MARIETTA, OHIO— When Dr. Heather Kincaid enrolled in the Medical Laboratory Technology (MLT) program at Washington Technical College in 1986, she had no idea her career path would lead her back to the campus and into the same role once occupied by her own mentor.
After graduation, Kincaid found employment at Selby General Hospital. Following the completion of her bachelor’s degree, she accepted a faculty position in WSCC’s MLT program. Though not much time had passed, a lot had changed about her alma mater. By this time, the college had changed its name to Washington State Community College (WSCC) and moved to its new location on Colegate Drive. Yet change is nothing unusual for the healthcare field. “It is always changing in terms of technology, innovation, and research,” said Kincaid.
Kincaid thrived in her faculty role and was promoted to program director. She served in this position for nearly two decades before taking over as the Dean of Health & Sciences in 2015. Under her leadership, the division, which houses seven healthcare programs in addition to the sciences, has had extensive success with perfect or near perfect licensure rates, job placement, and pass rates.
Included in her notable achievements is the establishment of the EARN (Education Advancement to Registered Nurse) pathway, which is designed to help students advance through the Practical Nursing program and then directly into the Associate Degree Nursing program while working in the healthcare field. This pathway had tremendous success in its first year and this coming fall, during its second year, enrollment numbers are expected to be even greater.
Another accolade achieved under Kincaid’s leadership is the recognition of the college’s nursing programs. The Associate Degree Nursing program as well as the Practical Nursing program have ranked among the best in Ohio for several years in a row.
“I firmly believe that the success of our nursing programs is due to our experienced, dedicated faculty members and the quality students who are enrolled in our programs,” Kincaid acknowledged. “As a leader, I feel it is important to be respectful of those I work with, to find their individual strengths, and help them grow professionally and personally. I am an advocate for them and for the students who have entrusted us to help them achieve their educational goals.”
“The previous Dean, Dixie Vaughn, built an environment of teamwork and camaraderie,” credited Kincaid. “I have tried my best to keep our division working together as a team with a student-focused mindset.”
When looking at Kincaid’s career path, this student-centered approach becomes especially evident. As a student, Vaughn was one of Kincaid’s primary instructors in the MLT program. “Dixie was the faculty member who inspired me,” Kincaid confided.
It is, perhaps, no coincidence then that Kincaid’s career journey is a mirror image of Vaughn’s. Both worked at Selby before teaching, rose to program director, and then dean. In fact, Kincaid sees this same pattern in two current faculty members at WSCC.

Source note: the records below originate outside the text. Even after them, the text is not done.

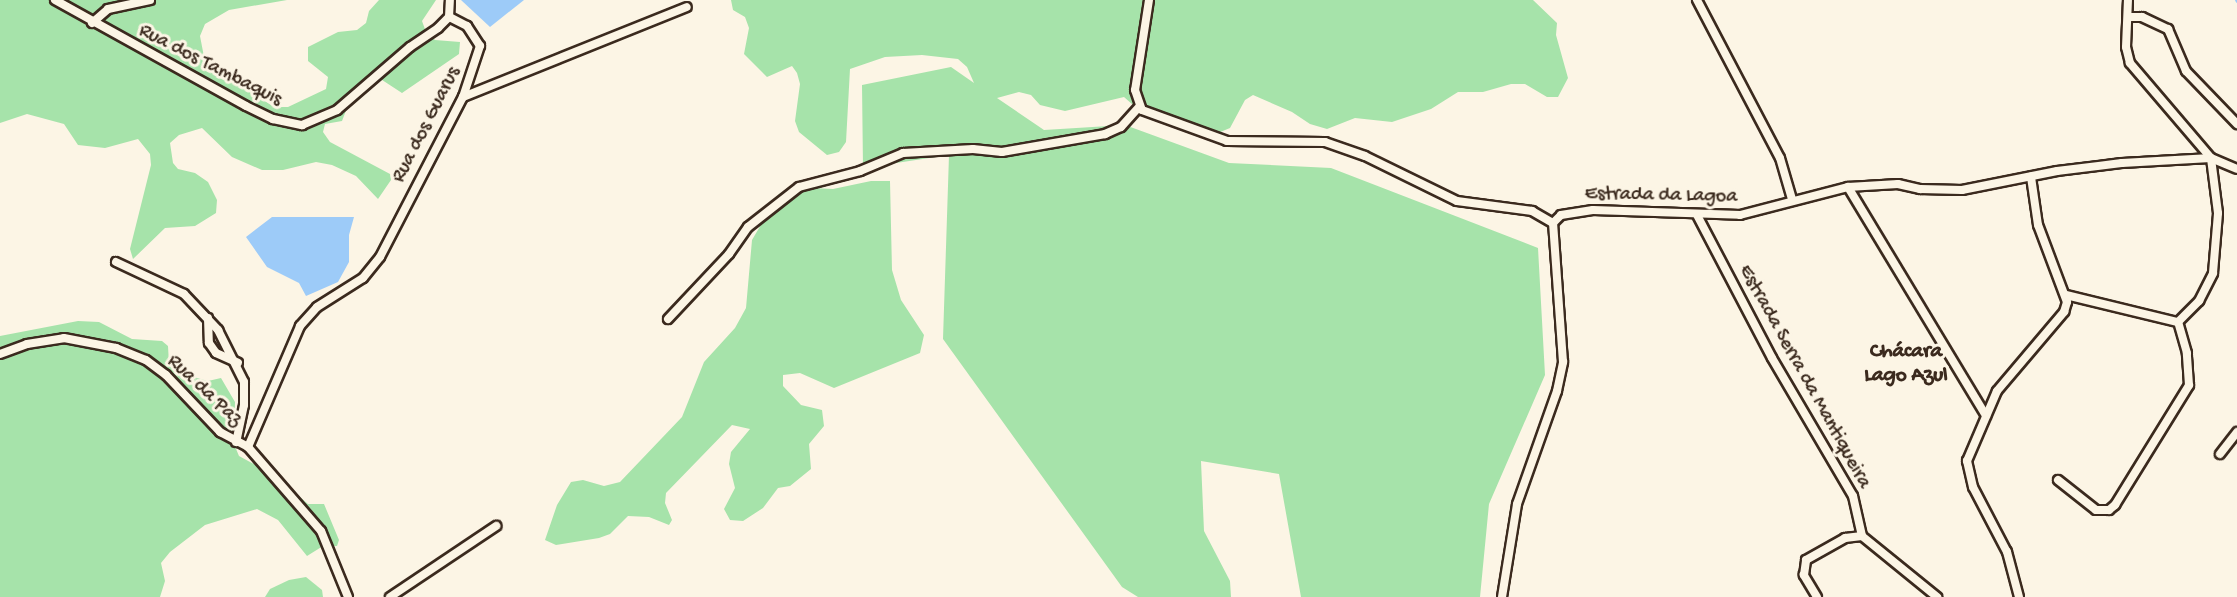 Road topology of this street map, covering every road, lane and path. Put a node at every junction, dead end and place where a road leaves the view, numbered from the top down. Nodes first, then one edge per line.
1 (56, 0) edge
2 (150, 0) edge
3 (450, 0) edge
4 (1149, 0) edge
5 (1697, 0) edge
6 (2128, 0) edge
7 (687, 7) dead end
8 (449, 17) junction
9 (2129, 17) junction
10 (92, 23) junction
11 (463, 97) junction
12 (1139, 107) junction
13 (2237, 124) edge
14 (2211, 158) junction
15 (2237, 169) edge
16 (2031, 177) junction
17 (1848, 187) junction
18 (1792, 199) junction
19 (1697, 215) junction
20 (1553, 223) junction
21 (116, 262) dead end
22 (2066, 295) junction
23 (208, 318) junction
24 (669, 319) dead end
25 (2178, 322) junction
26 (0, 354) edge
27 (238, 363) junction
28 (1986, 416) junction
29 (2237, 432) edge
30 (236, 442) junction
31 (248, 447) junction
32 (2220, 454) dead end
33 (2058, 480) dead end
34 (496, 526) dead end
35 (1862, 536) junction
36 (348, 597) edge
37 (390, 597) edge
38 (1502, 597) edge
39 (1817, 597) edge
40 (1937, 597) edge
41 (2019, 597) edge

1 - 10 street, Rua dos Tambaquis
2 - 10 street
3 - 8 street
4 - 12 street
5 - 18 street
6 - 9 street
7 - 11 street
8 - 10 street, Rua dos Tambaquis
8 - 11 street, Rua dos Guarus
9 - 13 street
9 - 14 street
11 - 31 street, Rua dos Guarus
12 - 20 street
12 - 24 street
14 - 15 street, Estrada da Lagoa
14 - 16 street, Estrada da Lagoa
14 - 25 street
16 - 17 street, Estrada da Lagoa
16 - 22 street
17 - 18 street, Estrada da Lagoa
17 - 28 street
18 - 19 street, Estrada da Lagoa
19 - 20 street, Estrada da Lagoa
19 - 35 street, Estrada Serra da Mantiqueira
20 - 38 street
21 - 23 street
22 - 25 street
22 - 28 street
23 - 27 street
23 - 27 street
25 - 33 street
26 - 30 street, Rua da Paz
27 - 30 street
28 - 41 street
29 - 32 street
30 - 31 street, Rua da Paz
31 - 36 street
34 - 37 street
35 - 39 street
35 - 40 street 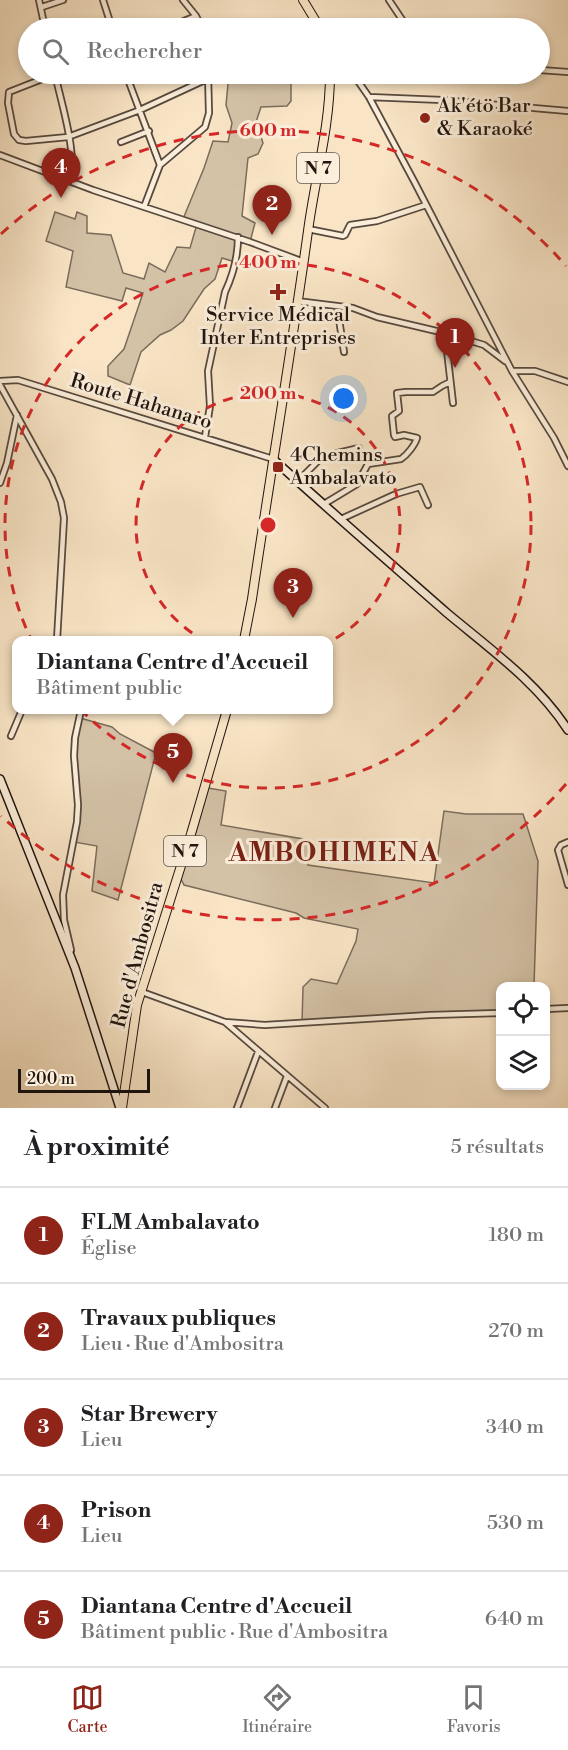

Former student and current MLT program director Steve Temesvary, went on to work at Selby following graduation before returning to campus as faculty. “To see him progress through his career is fun to watch,” said Kincaid, who presumed it was the same experience for Vaughn watching her.
Lindy Lemley, another former student, now works as an instructor in the MLT program. Before joining the team, she worked with Temesvary shortly after the merger between Memorial Health Systems and Selby General Hospital. Kincaid mused at the thought of the pattern following suit three times. “Wouldn’t that be something?”